My Grandpa Was a Foodie

My grandfather, Lyle Denman, loved food and loved to eat.  I think this must have been true all his life.  Ok, this doesn’t make him a gourmet but he did like his meals.  And was always interested in where food came from and how you used it or preserved it.

He told the story about traveling with his parents as a young boy, to visit relatives in the West, and many of his memories included food, how they got it, what they ate, etc.  He said that on his 9th birthday, which occurred during that trip, he came to breakfast saying “Today I am nine years old and I am going to eat 9 pancakes.”  And he did!

Because he was interested, he carried the memory of how things about food were done in the early days of his life and he talked about this with my mother during the interviews they did.  Here he was describing the cellar that his father had built under a house in Wakeman, Ohio, that he had moved the family into.  His father had sold the farm and moved the family into town when his wife’s parents needed care and now they were in a house of their own.  These memories would be from about 1907 on.

“And there was ample room there to store crates of potatoes, crates of apples, cabbages, turnips, squash — all the vegetables.  Then there was a place that we had big ten gallon crocks for brine to, for corned beef, and to cure hams and bacon.  They would be cured in brine and then betaken out and smoked.  There was no refrigeration available at that time as we have now.  We did have what was known as an ice box which was kept up in the kitchen.  And we would get a chunk of ice and I will tell you more about the ice business later.  And that we would store milk in up there, and butter and things.

But most things, the meats, were all as they say, “pickled in brine.”  And they would be taken out and smoked.  We had ham, we had shoulders, and we would have spare ribs and things of that sort.  Father would buy half a pig or a whole pig or sometimes a pig and a half depending how many people were to be fed there.   At one time we had a man living with us.  He helped to build the mill and that will be another story.  He would buy a quarter of beef and we would have it cut up and it would be made into corned beef and we would — in the winter time it would be hung out on our large back porch that Father had built on the place.  And we had that screened in so that it could be practically fly-proof, or fly-resistant.  And we would hang the beef and the raw pork out there from the rafters of the porch during the cold weather until it got warm and it was no longer safe to have meat hanging out there.  We would smoke our hams and bacon; we used corn cobs in a metal tray.  We had a barrel, just probably a 50 gallon drum of some sort with both ends out.  And the bottom end was where the metal tray on the bottom — we would dampen them down, pour a little bit of coal oil or gasoline, just a small amount, to start a smudge.  And then we did get the small pieces of hickory bark and hickory to make a smoke there.  And we would smoke hams and bacon in that barrel.  We would hang them, maybe only two or three at a time inside the barrel on sticks placed across the top of the barrel.  And it would take, it would take a week or ten days to smoke them out sufficiently so they would keep through the summer.

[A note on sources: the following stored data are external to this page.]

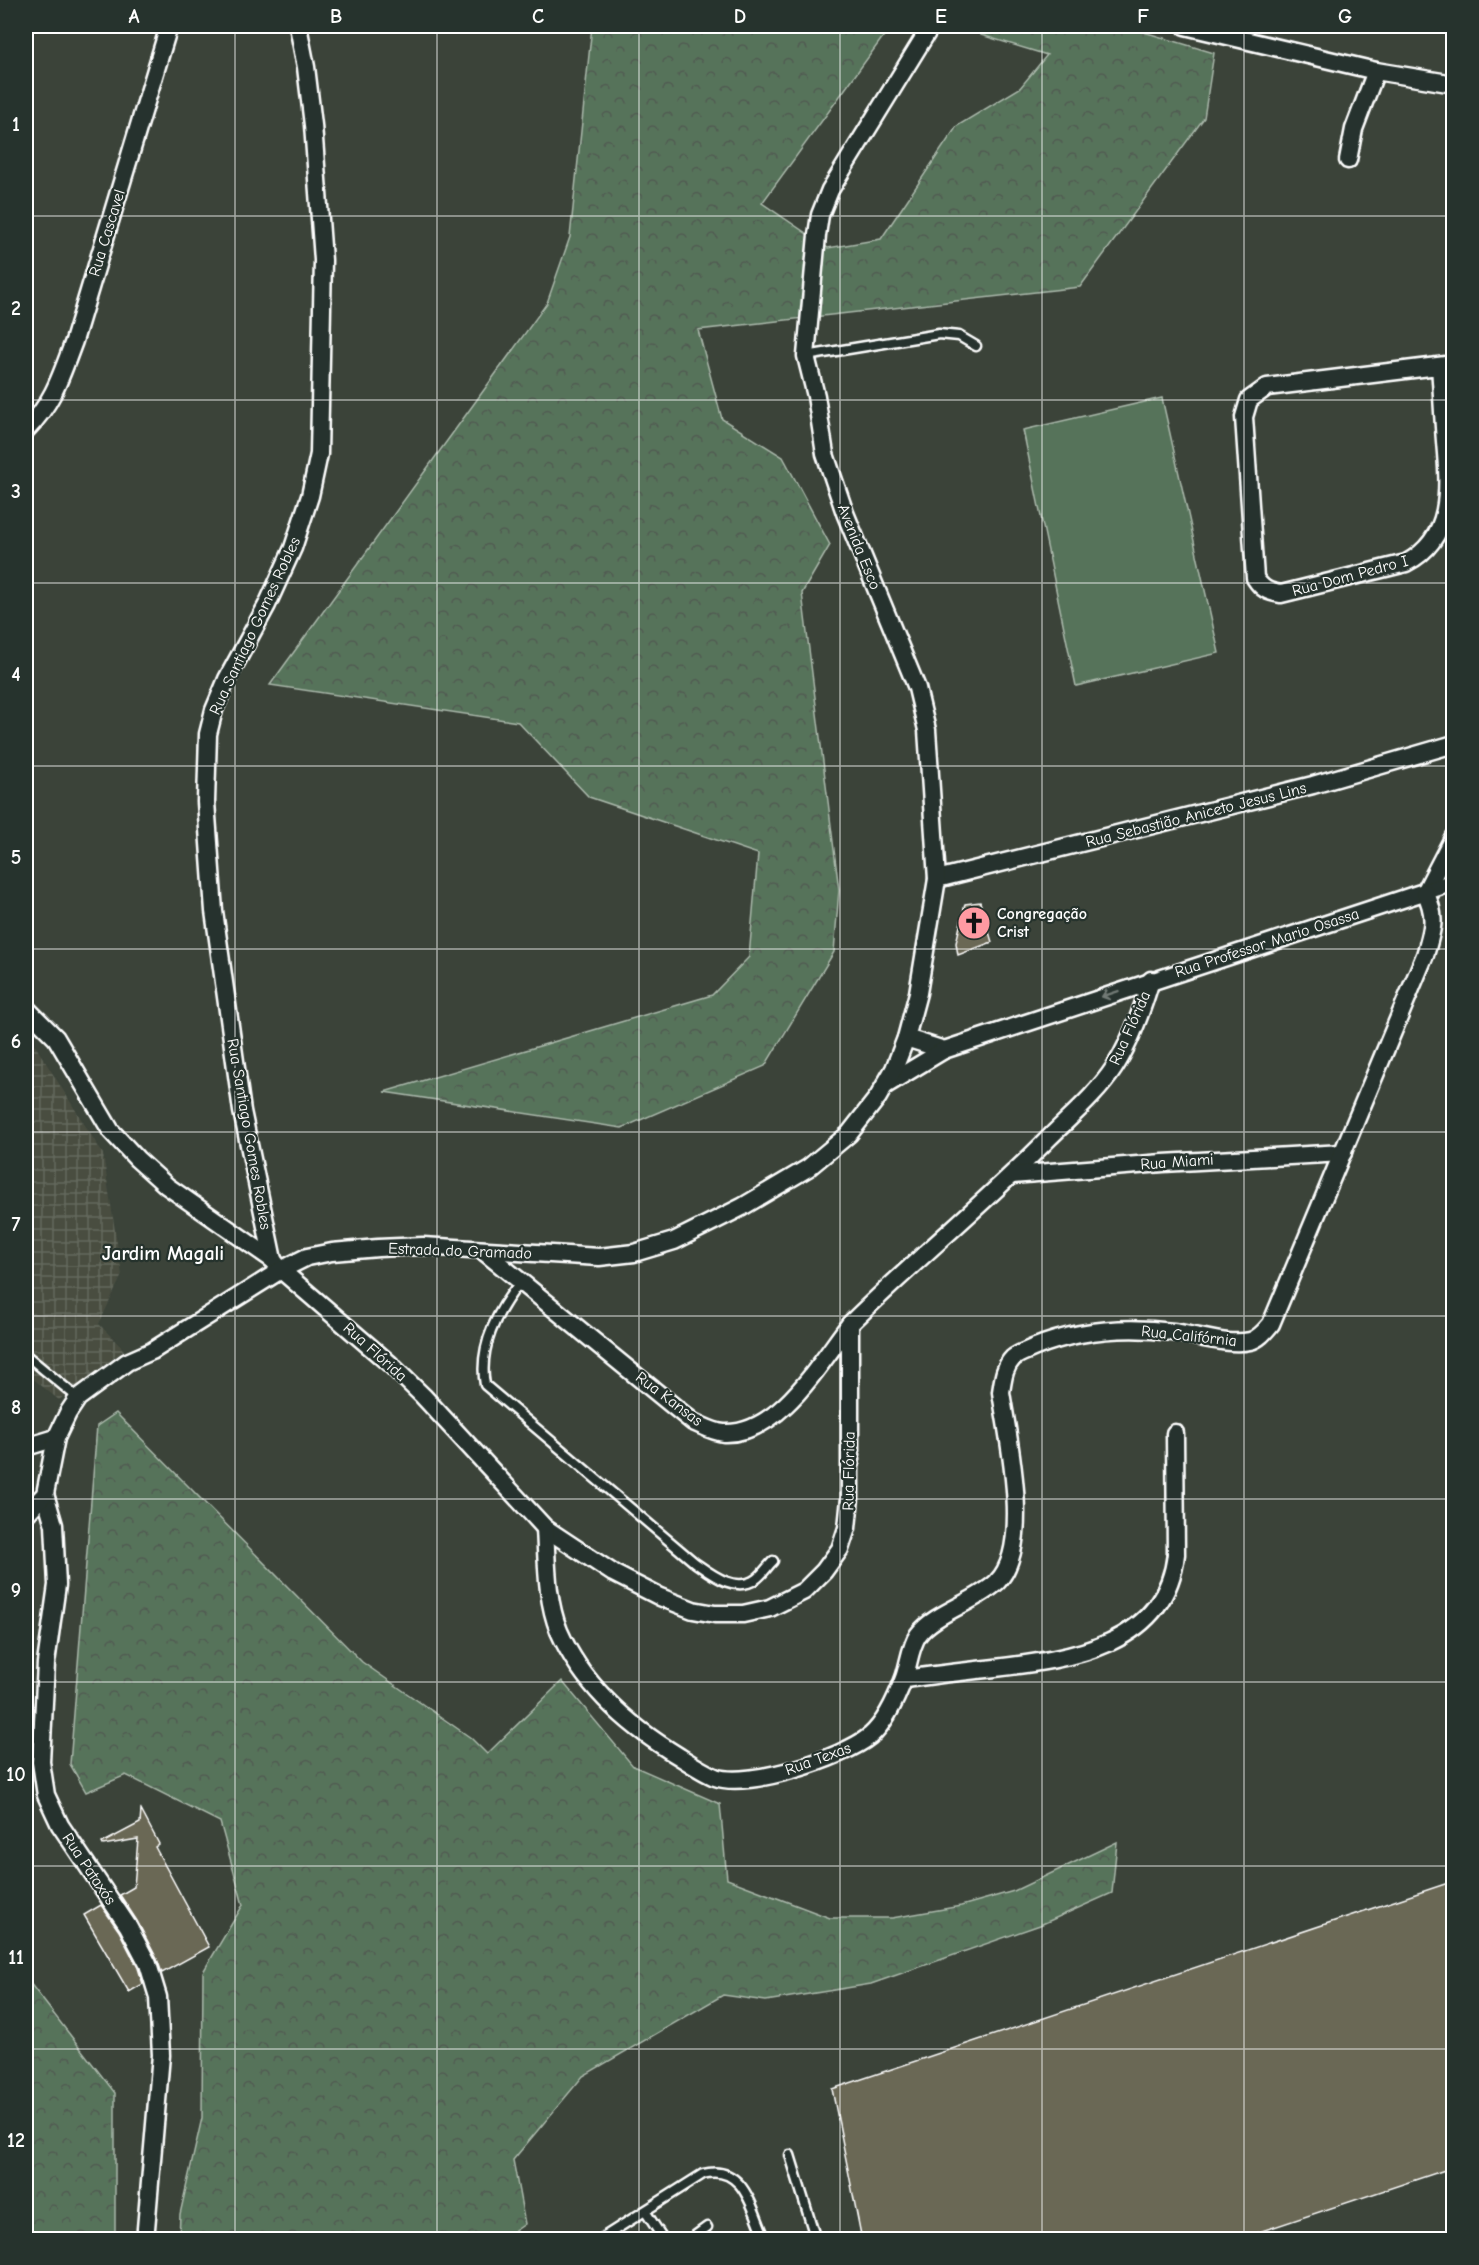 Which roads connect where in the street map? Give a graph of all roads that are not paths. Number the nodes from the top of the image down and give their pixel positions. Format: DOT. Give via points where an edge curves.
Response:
graph roads {
  1 [pos="169,26"];
  2 [pos="298,26"];
  3 [pos="931,26"];
  4 [pos="1185,26"];
  5 [pos="1376,72"];
  6 [pos="1454,84"];
  7 [pos="1348,160"];
  8 [pos="976,346"];
  9 [pos="806,356"];
  10 [pos="1447,365"];
  11 [pos="26,430"];
  12 [pos="1450,452"];
  13 [pos="1454,744"];
  14 [pos="1454,836"];
  15 [pos="937,879"];
  16 [pos="1454,882"];
  17 [pos="1425,892"];
  18 [pos="1151,980"];
  19 [pos="26,1008"];
  20 [pos="906,1038"];
  21 [pos="944,1050"];
  22 [pos="884,1086"];
  23 [pos="1343,1153"];
  24 [pos="1012,1175"];
  25 [pos="482,1250"];
  26 [pos="277,1265"];
  27 [pos="521,1281"];
  28 [pos="850,1324"];
  29 [pos="26,1355"];
  30 [pos="78,1398"];
  31 [pos="1175,1433"];
  32 [pos="56,1438"];
  33 [pos="26,1448"];
  34 [pos="45,1494"];
  35 [pos="26,1514"];
  36 [pos="545,1528"];
  37 [pos="773,1561"];
  38 [pos="904,1679"];
  39 [pos="790,2155"];
  40 [pos="645,2211"];
  41 [pos="707,2227"];
  42 [pos="145,2240"];
  43 [pos="599,2240"];
  44 [pos="664,2240"];
  45 [pos="689,2240"];
  46 [pos="766,2240"];
  47 [pos="816,2240"];
  1 -- 11 [label="street, Rua Cascavel" via="74,341 55,391"];
  2 -- 26 [label="street, Rua Santiago Gomes Robles" via="314,125 323,260 319,454 293,548 214,710 208,734 206,802 213,911 242,1111"];
  3 -- 9 [label="street, Avenida Esco" via="830,190 820,215"];
  4 -- 5 [label="street"];
  5 -- 6 [label="street"];
  5 -- 7 [label="street" via="1354,129"];
  8 -- 9 [label="lane" via="959,336 939,334"];
  9 -- 15 [label="street, Avenida Esco" via="825,454 844,513 916,688 927,730"];
  10 -- 12 [label="street, Rua Dom Pedro I"];
  10 -- 12 [label="street, Rua Dom Pedro I" via="1267,387 1250,400 1244,417 1255,578 1261,587 1281,594 1406,563 1421,555 1444,515"];
  13 -- 15 [label="street, Rua Sebastião Aniceto Jesus Lins" via="1313,785"];
  14 -- 17 [label="street"];
  15 -- 20 [label="street, Avenida Esco" via="918,993"];
  16 -- 17 [label="street, Rua Professor Mario Osassa"];
  17 -- 18 [label="street, Rua Professor Mario Osassa"];
  17 -- 23 [label="street, Rua Califórnia" via="1432,907 1432,933"];
  18 -- 21 [label="street, Rua Professor Mario Osassa, one-way"];
  18 -- 24 [label="street, Rua Flórida" via="1130,1038 1114,1068"];
  19 -- 26 [label="street" via="56,1038 111,1131 136,1159"];
  20 -- 21 [label="street"];
  20 -- 22 [label="street, Avenida Esco"];
  21 -- 22 [label="street, Rua Professor Mario Osassa"];
  22 -- 25 [label="street, Estrada do Gramado" via="849,1134 808,1168 674,1241 634,1253 599,1257"];
  23 -- 24 [label="street, Rua Miami"];
  23 -- 38 [label="street, Rua Califórnia" via="1271,1324 1260,1336 1235,1342 1171,1332 1110,1329 1057,1339 1012,1359 1003,1377 1002,1392 1016,1510 1017,1534 1011,1559 998,1581 919,1633"];
  24 -- 28 [label="street, Rua Flórida"];
  25 -- 26 [label="street, Estrada do Gramado" via="423,1246 343,1251"];
  25 -- 27 [label="street, Rua Kansas"];
  26 -- 30 [label="street, Estrada do Gramado" via="152,1351 126,1362"];
  26 -- 36 [label="street, Rua Flórida" via="423,1396"];
  27 -- 28 [label="street, Rua Kansas" via="693,1422 724,1433 742,1431 776,1414 796,1395"];
  27 -- 37 [label="lane" via="492,1326 482,1368 485,1385 694,1562 722,1581 755,1581"];
  28 -- 36 [label="street, Rua Flórida" via="847,1528 840,1549 804,1591 771,1608 743,1614 693,1610 613,1573"];
  29 -- 30 [label="lane"];
  30 -- 32 [label="street"];
  31 -- 38 [label="street" via="1174,1572 1163,1597 1147,1616 1121,1638 1082,1654"];
  32 -- 33 [label="street"];
  32 -- 34 [label="street"];
  34 -- 35 [label="street"];
  34 -- 42 [label="street, Rua Pataxós" via="54,1525 57,1585 45,1685 41,1762 46,1795 60,1825 128,1926 148,1964 158,1997 161,2055"];
  36 -- 38 [label="street, Rua Texas" via="548,1590 559,1630 581,1669 605,1700 648,1737 716,1777 737,1780 779,1773 856,1746 872,1734 886,1715"];
  39 -- 47 [label="lane"];
  40 -- 43 [label="lane"];
  40 -- 44 [label="lane"];
  40 -- 46 [label="lane" via="704,2174 724,2172 741,2184"];
  41 -- 45 [label="lane"];
}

Later, those would be taken — after they were smoked and when the weather began to get warm, Mother would slice them all up and place them in jars of lard.  She would have these crocks, a five gallon crock — the ten gallon crocks were used for the brine to pickle the meats or to have the meats cure in the ten gallon crocks.

This crock is used for pickles, not meat, but is similar to the ones Grandpa talked about

But the five gallon crocks was where she would — sausage that was made from the pork — a layer of grease would be poured in, then a layer of sausage, then another layer of grease and a layer of sausage, until the five gallon crock was filled with fresh sausage, covered with lard, pork fat, rendered.  And from time to time during the summer she would dig that out.  That would be, that sausage would not be fully cooked.  It would be heated through and partially cooked.  But it would be so that in the summertime when we wanted sausage, she would take a big spoon or a little trowel of some sort, or some article, and dig out the sausage and we would have sausage and pancakes or sausage and toast, and French toast and things of that sort.  And she did the same thing for ham.  Our hams, when the weather would get hot and we were afraid of the flies getting at the hams — the meat would become fly-blown and could not be used — before that would happen, she would have the hams cut up, sliced, and they would be packed in five gallon crocks, covered with lards.  And when we wanted a meal of ham, Mother would dig it out of the lard there, whatever we wanted for the meal.  And then would, if there was any uncovered, she would pour some of the melted fat back over so that it was completely covered at all times.  That was the way we lived there.”

2 Comments on “My Grandpa Was a Foodie

  1. This sounds reminiscent of my Uncle Ralph’s description of his grandfolks. The cold house was lined with crocks, smoked meats, canned vegetables and fruit — and all grown or raised on their 2 acres “farm.”